Using one of the largest sets in film history, an 18-acre arena, and 78 horses imported from Yugoslavia, Canutt staged a violent and apparently deadly race that holds audiences spellbound throughout its 20-minute length. For years after Ben-Hur was released, rumor had it that men had died during the filming of the chariot race. To see the picture was to believe—the sequence is frighteningly realistic. But in fact, under Canutt's direction the stunt crew of American and Italian drivers performed the race's spectacular skids, wheel locks and wrecks without an injury to man or horse.

After Ivanhoe and Ben-Hur, Canutt was picked to handle the action in Spartacus, El Cid, Fall of the Roman Empire, and Khartoum. . . . His last picture was Equus, in 1976. He retired that year at age 80.

For his achievements in stunt work, Canutt was honored in 1966 with a special Academy Award, the first Oscar presented to a stuntman. He was inducted into the National Cowboy Hall of Fame in 1975. Before his death May 24, 1986, the master was presented with a star on Hollywood Boulevard's Walk of Fame and received the Stuntman's Association Life Achievement Award.

Daredevils who thrill today's movie audiences owe much to Yakima Canutt's inventiveness. Before he entered the field, stunt work was disorganized and often deadly. When Canutt began risking life and limb in stunts for the early silent westerns, he realized the need for safer ways to get better effects on film. He is credited with designing lifesaving stunt maneuvers and equipment, such as the open "L" stirrup that made it easier to fall or jump from a running horse. By the time he retired from the film business, he boasted a record of more than 100 pictures without a serious injury to a performer or a horse. . . .

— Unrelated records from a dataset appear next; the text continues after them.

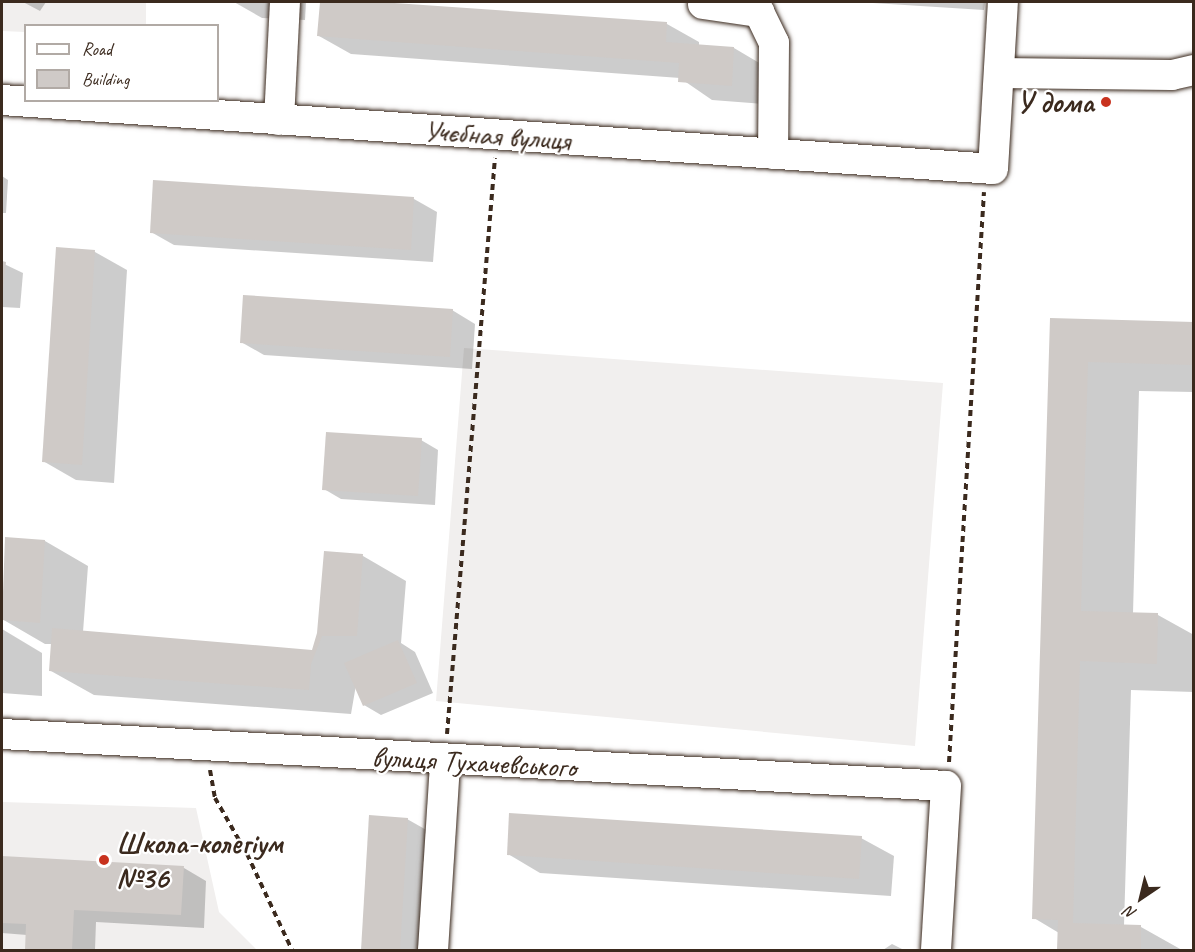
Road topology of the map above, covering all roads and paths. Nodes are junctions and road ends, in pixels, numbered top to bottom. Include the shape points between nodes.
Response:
1 (285, 2) edge
2 (1003, 2) edge
3 (703, 4) dead end
4 (1194, 70) edge
5 (999, 73) junction
6 (2, 100) edge
7 (24, 102) edge
8 (30, 102) edge
9 (279, 120) junction
10 (496, 135) junction
11 (773, 154) junction
12 (993, 169) junction
13 (2, 734) edge
14 (206, 747) junction
15 (445, 762) junction
16 (946, 786) junction
17 (292, 951) edge
18 (433, 951) edge
19 (936, 951) edge

1 - 9 street
2 - 5 street
3 - 11 street via 759,12 774,43
4 - 5 street via 1172,75
5 - 12 street
6 - 7 street, Учєбная вулиця
8 - 9 street, Учєбная вулиця
9 - 10 street, Учєбная вулиця
10 - 11 street, Учєбная вулиця
10 - 15 path
11 - 12 street, Учєбная вулиця
12 - 16 path via 981,198
13 - 14 street, вулиця Тухачевського
14 - 15 street, вулиця Тухачевського
14 - 17 path via 214,798 247,854
15 - 16 street, вулиця Тухачевського
15 - 18 street
16 - 19 street

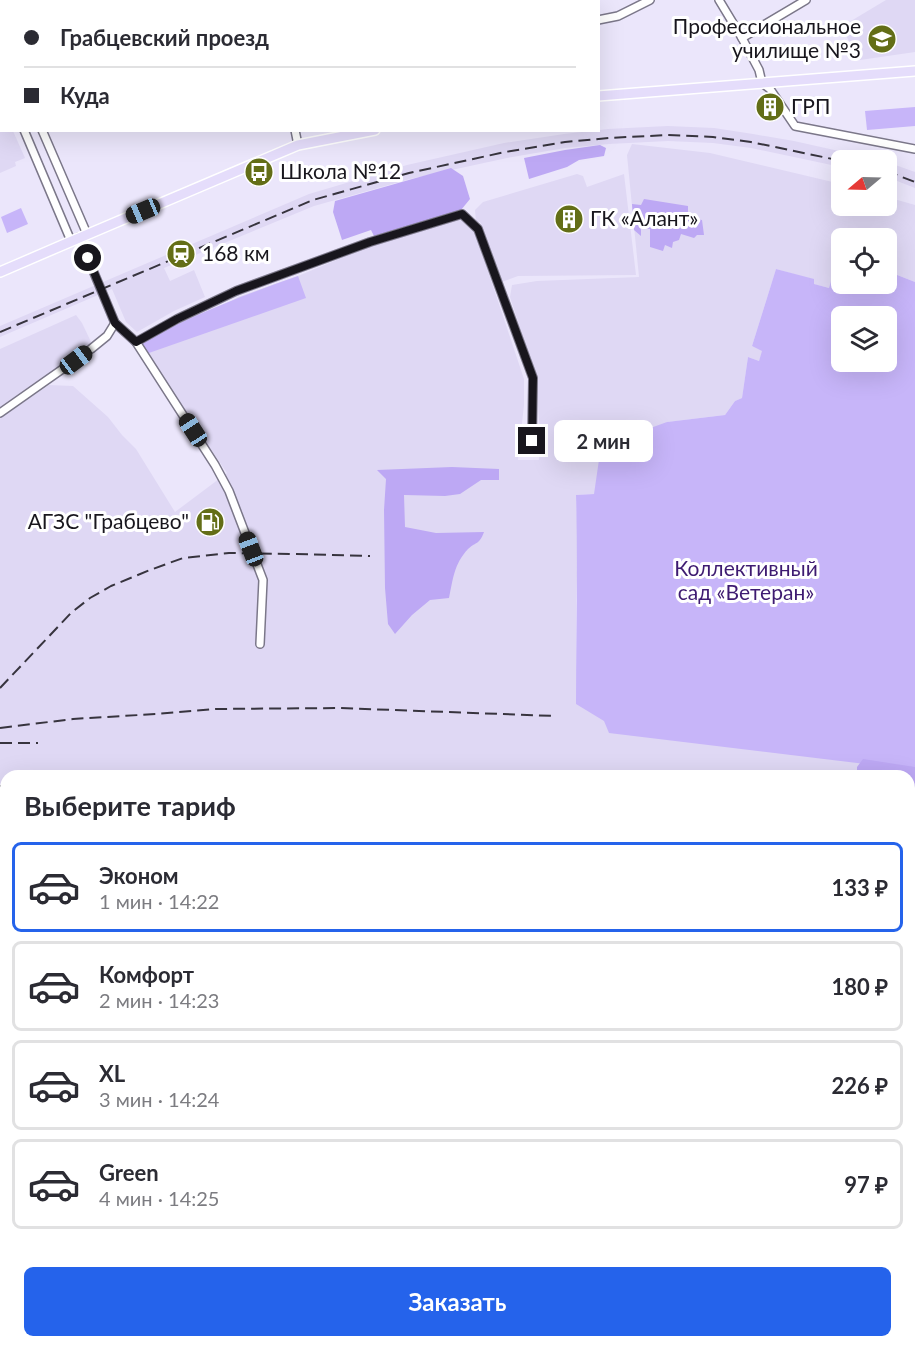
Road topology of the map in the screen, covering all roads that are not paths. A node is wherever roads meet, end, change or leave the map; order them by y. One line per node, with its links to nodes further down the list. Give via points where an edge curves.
1 (650, 0): 4 (street, via 618,16)
2 (719, 0): 5 (street)
3 (806, 0): 5 (street)
4 (600, 20)
5 (742, 38): 7 (street)
6 (915, 71): 7 (main road)
7 (762, 83): 8 (main road); 14 (street, via 795,126)
8 (600, 96)
9 (25, 132): 15 (street)
10 (43, 132): 15 (street)
11 (295, 132): 13 (street)
12 (365, 132): 13 (main road)
13 (298, 145): 15 (main road)
14 (915, 149)
15 (79, 238): 16 (main road); 17 (street)
16 (0, 272)
17 (115, 323): 18 (street); 19 (street, via 91,349)
18 (136, 342): 20 (street, via 236,291 370,242 462,214 478,229 533,378); 21 (street, via 229,491 263,580)
19 (0, 414)
20 (532, 441)
21 (260, 644)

Enduring as the wild-west tradition itself, the master daredevil's work continues to command a wide audience. Classics of motion picture action that Canutt devised years ago are imitated in modern filmwork. In 1981's popular Raiders of the Lost Ark, a stunt double falls under a speeding truck and is dragged to the rear of the careening vehicle. The scene is a re-creation of Yak Canutt's fall between the horses' flying hooves in Stagecoach—still spectacular after more than four decades.

—Condensed from the Autumn 1988 Persimmon Hill, the quarterly magazine of the National Cowboy and Western Heritage Museum in Oklahoma City.

Copyright © 1988, 2008 Deborah Lightfoot Sizemore
All Rights Reserved

——————————————————————————

Several interesting black-and-white photos accompanied my article in Persimmon Hill. Back issues are available from the National Cowboy and Western Heritage Museum if you'd like to see the pictures. Here are the photo captions:

[1] Canutt doubled for John Wayne in Stagecoach, "the picture that put Wayne in the big money," Yakima noted.

[2] Canutt mastered a horse called Corkscrew at Monte Vista, Colorado, in 1922, adding to a string of great bucking broncs that he rode to a finish.

[3] In the film Dark Command (Republic, 1940), Canutt and three other men rode a wagon off the bluff into a lake. No one was hurt and the horses were back to work in an hour or so. Canutt was doubling John Wayne in the film.

[4] Canutt with a few of his trophies, including his Oscar, saddles won at Pendleton, and four Police Gazette belt buckles.